Building a Document Processing Platform
· 3 min · docsdingo.com
What Is Docs Dingo?
Docs Dingo is an online PDF processing suite. It handles the document tasks people run into constantly: merging PDFs, splitting pages, compressing file sizes, converting between formats, and extracting text. Everything runs in the browser and on serverless infrastructure, so there is nothing to install.
Files are processed and returned immediately. Documents are not stored on our servers after processing completes.
Architecture Overview
Document Upload
-> Browser (client-side pre-processing when possible)

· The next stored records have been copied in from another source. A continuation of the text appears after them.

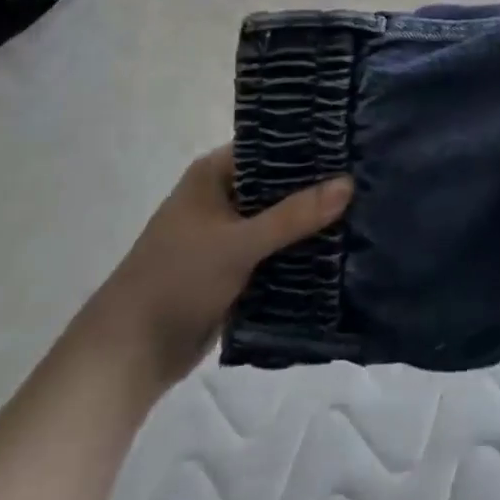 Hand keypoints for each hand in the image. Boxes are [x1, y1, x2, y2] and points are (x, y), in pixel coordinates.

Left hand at [78, 147, 350, 387]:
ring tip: (367, 208)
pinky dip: (301, 250)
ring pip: (282, 218)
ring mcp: (229, 233)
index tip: (353, 142)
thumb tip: (349, 183)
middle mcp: (223, 196)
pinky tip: (342, 247)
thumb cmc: (176, 281)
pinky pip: (277, 249)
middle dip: (318, 185)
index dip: (310, 144)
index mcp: (214, 174)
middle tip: (370, 175)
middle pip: (281, 182)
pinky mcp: (236, 267)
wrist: (129, 357)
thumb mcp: (238, 243)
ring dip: (313, 220)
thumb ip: (294, 215)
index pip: (272, 145) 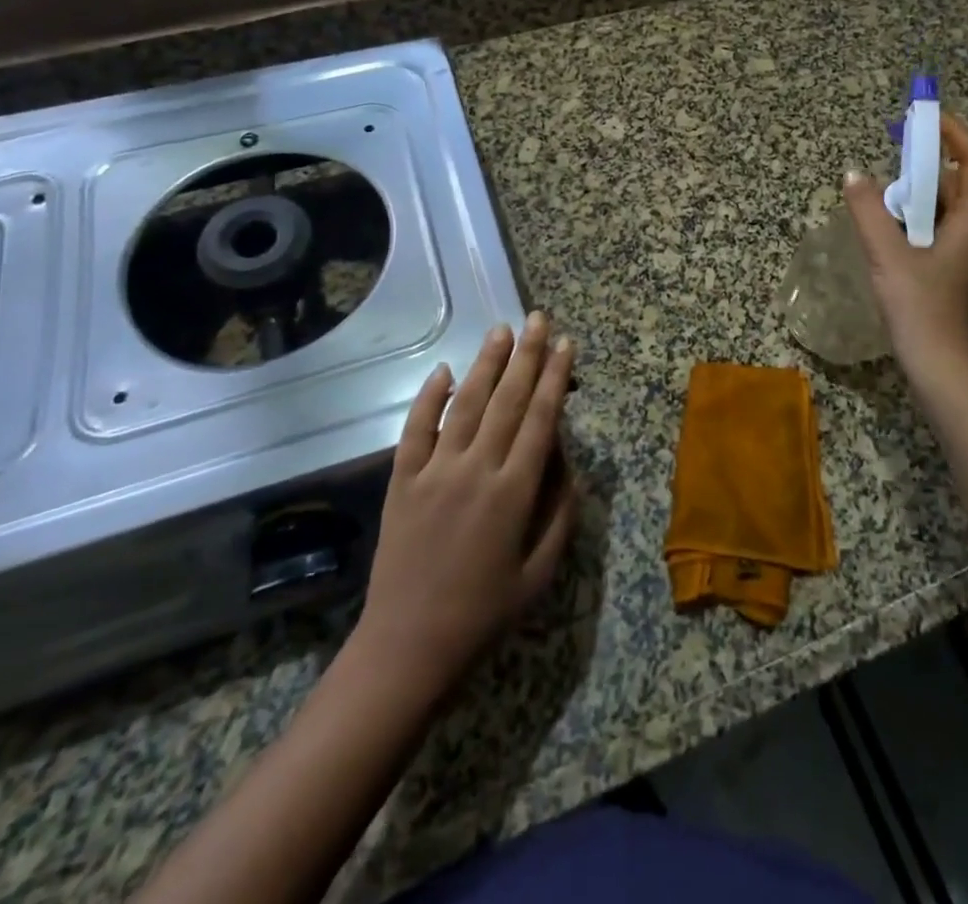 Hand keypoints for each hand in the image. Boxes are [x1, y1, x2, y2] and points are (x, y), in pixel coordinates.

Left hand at [350, 315, 578, 705]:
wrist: (407, 648)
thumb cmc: (483, 615)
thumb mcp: (540, 574)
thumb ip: (560, 513)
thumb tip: (566, 460)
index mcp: (513, 493)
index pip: (540, 419)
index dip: (555, 378)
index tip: (566, 344)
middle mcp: (475, 470)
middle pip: (506, 400)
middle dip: (526, 356)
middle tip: (538, 319)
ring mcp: (434, 472)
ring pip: (465, 404)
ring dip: (486, 364)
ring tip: (501, 330)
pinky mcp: (401, 481)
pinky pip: (416, 429)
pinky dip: (430, 397)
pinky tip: (444, 370)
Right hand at [843, 114, 967, 384]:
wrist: (946, 369)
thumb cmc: (922, 308)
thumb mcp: (888, 256)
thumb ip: (869, 212)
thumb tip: (855, 175)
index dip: (956, 135)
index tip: (928, 117)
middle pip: (961, 186)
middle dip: (929, 165)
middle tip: (895, 153)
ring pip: (949, 212)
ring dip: (920, 195)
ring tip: (885, 193)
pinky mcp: (958, 274)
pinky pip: (941, 233)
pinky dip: (918, 221)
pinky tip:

-> S3 presigned URL (direct upload)
-> Lambda (process document)
-> S3 (store result with TTL)
-> Presigned download URL returned to browser
Processing Pipeline
-> Merge: Lambda combines uploaded PDFs in order
-> Split: Lambda extracts specified page ranges
-> Compress: Lambda reduces image quality + removes metadata
-> Convert: Lambda transforms between PDF/PNG/JPG formats
Files are uploaded directly to S3 using presigned URLs, bypassing API Gateway's payload size limits. This allows documents up to 100MB to be processed. The Lambda function picks up the file from S3, processes it, writes the result back to S3, and returns a time-limited download link.
PDF Processing Tools
Merge combines multiple PDFs into a single document. Users drag files into order and the Lambda function concatenates them while preserving bookmarks and links. Split extracts specific page ranges or individual pages from a PDF.
Compress reduces file size by downsampling images, removing duplicate resources, and stripping metadata. Typical compression ratios are 40-70% reduction without visible quality loss. Convert transforms PDFs to images (PNG/JPG) or images to PDF, handling multi-page documents correctly.
Privacy and Cleanup
All uploaded and processed files are stored in S3 with a lifecycle policy that automatically deletes them after one hour. Download links expire after 30 minutes. No document content is logged or indexed.
For smaller operations like page counting or text extraction, processing happens entirely in the browser using client-side JavaScript libraries. The file never leaves the user's device for these lightweight tasks.